Recently, we caught up with Chef Jay Ducote about his two-week Red Beans & Rice Tour through Texas. Along with his culinary crew, he cooked up over 250 lbs. of authentic Louisiana-style Red Beans & Rice with pop-up events at favorite breweries and restaurants across the state.

Jay Ducote is a chef, writer, speaker, entertainer and hugger based out of Baton Rouge, LA. He’s got a long bio, but to keep it short, he was a finalist on Food Network Star in 2015 and does big things in the food and beverage world. He runs a culinary media company called Bite & Booze and pretty much eats and drinks for a living.

What are your secrets to perfect Red Beans & Rice?

I love cooking red beans and rice outside in large cast-iron cauldrons. That’s how my cousin Travis taught me to do it at LSU tailgate parties. We soak the beans overnight, then cook them in the water that we soaked them in — to make sure there’s even more bean flavor in the finished product. The keys are: a good smoked sausage (we got ours for the trip from City Pork in Baton Rouge), a nice seasoning (we used Slap Ya Mama Cajun Seasoning, plus some kosher salt), and some herbs like bay leaves, sweet basil and sage.

I’ve got to give a shout out to Chef Aimee Tortorich, who is the future executive chef of Gov’t Taco which I’m opening in Baton Rouge this summer, as well as my Bite & Booze culinary director. She took the lead on cooking each pot of red beans throughout the trip and did a marvelous job. It’s nice because we really both cook ours the same way, so we feed off of each other’s cooking really well.

For Louisianians, making and eating red beans & rice is a ritual, and is often paired with must-have seasonings and go-to sides. What are yours?

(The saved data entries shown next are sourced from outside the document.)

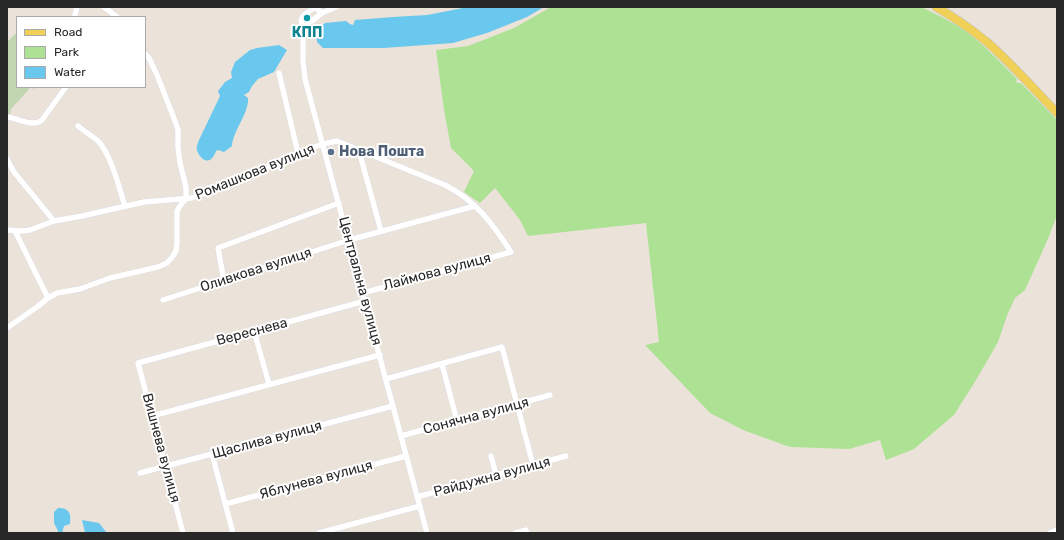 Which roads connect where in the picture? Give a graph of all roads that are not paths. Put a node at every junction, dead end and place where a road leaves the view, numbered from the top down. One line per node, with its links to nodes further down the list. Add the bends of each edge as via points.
1 (104, 7): 6 (street)
2 (315, 7): 5 (street); 7 (street, Центральна вулиця, via 304,14 301,21)
3 (336, 7): 5 (street)
4 (936, 7): 11 (main road, via 987,42)
5 (322, 12): 7 (street)
6 (116, 16)
7 (303, 28): 14 (street, Центральна вулиця, via 305,79)
8 (146, 55): 18 (street, via 157,75 178,130)
9 (279, 73): 16 (street)
10 (65, 88): 12 (street, via 40,122 35,124)
11 (1057, 113)
12 (7, 117)
13 (78, 126): 20 (street, via 103,148)
14 (323, 144): 15 (street, Ромашкова вулиця, via 337,141); 16 (street, Ромашкова вулиця); 19 (street, Центральна вулиця)
15 (359, 151): 21 (street, Ромашкова вулиця, via 445,185); 25 (street)
16 (298, 153): 18 (street, Ромашкова вулиця, via 216,189)
17 (7, 159): 22 (street, via 14,172)
18 (186, 199): 20 (street, Ромашкова вулиця); 30 (street, via 177,211 178,244 167,263 158,268 110,278)
19 (339, 203): 26 (street, Центральна вулиця); 28 (street, via 218,248)
20 (125, 206): 22 (street, Ромашкова вулиця)
21 (475, 206): 25 (street, Оливкова вулиця); 27 (street, Ромашкова вулиця)
22 (54, 221): 24 (street, Ромашкова вулиця, via 30,230)
23 (7, 230): 24 (street, Ромашкова вулиця)
24 (15, 231): 30 (street)
25 (381, 231): 26 (street, Оливкова вулиця)
26 (349, 240): 28 (street, Оливкова вулиця); 29 (street, Центральна вулиця)
27 (511, 252): 29 (street, Лаймова вулиця)
28 (224, 281): 31 (street, Оливкова вулиця)
29 (363, 293): 32 (street, Центральна вулиця)
30 (48, 298): 33 (street)
31 (163, 300)
32 (365, 301): 34 (street, Вереснева); 35 (street, Центральна вулиця)
33 (7, 328)
34 (254, 331): 36 (street, Вереснева); 39 (street)
35 (380, 355): 38 (street, Центральна вулиця); 39 (street)
36 (138, 363): 43 (street, Вишнева вулиця)
37 (442, 364): 38 (street); 41 (street, via 502,347); 44 (street)
38 (386, 379): 42 (street, Центральна вулиця)
39 (269, 384): 43 (street)
40 (550, 395): 41 (street, Сонячна вулиця)
41 (517, 404): 44 (street, Сонячна вулиця); 50 (street)
42 (393, 406): 45 (street, Центральна вулиця); 46 (street, Щаслива вулиця)
43 (152, 416): 51 (street, Вишнева вулиця)
44 (457, 421): 45 (street, Сонячна вулиця)
45 (401, 436): 47 (street, Центральна вулиця)
46 (212, 454): 51 (street, Щаслива вулиця); 55 (street)
47 (406, 456): 54 (street, Центральна вулиця); 55 (street, Яблунева вулиця)
48 (491, 456): 53 (street)
49 (566, 456): 50 (street, Райдужна вулиця)
50 (533, 465): 53 (street, Райдужна вулиця)
51 (166, 467): 52 (street, Щаслива вулиця); 59 (street, Вишнева вулиця)
52 (140, 473)
53 (496, 475): 54 (street, Райдужна вулиця)
54 (417, 497): 56 (street, Центральна вулиця)
55 (225, 504): 60 (street)
56 (420, 506): 61 (street); 62 (street, Центральна вулиця)
57 (1057, 530): 64 (street)
58 (527, 532): 63 (street)
59 (183, 533)
60 (233, 533)
61 (319, 533)
62 (427, 533)
63 (515, 533)
64 (1050, 533)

I find that red beans need a little hot sauce. The vinegar gives a little acidity that the earthy beans need. We brought Slap Ya Mama’s Cajun Pepper Sauce on the tour with us, and people loved it. Of course, you also need a good Louisiana rice to serve red beans over. We use Supreme Rice out of Crowley, Louisiana. Their long grain white rice is perfect for red beans, gumbo, or any other dish you’re serving over rice. I also love a little corn bread with my red beans, too!

What was your favorite part about Jay D’s Red Beans & Rice Tour of Texas?

Making friends with all the people that I got to meet along the way! I met so many new people in each city, and I’m really glad I got to be out and about throughout so much of Texas. I also really liked being able to connect with old friends from my high school and college days who are scattered around Texas now!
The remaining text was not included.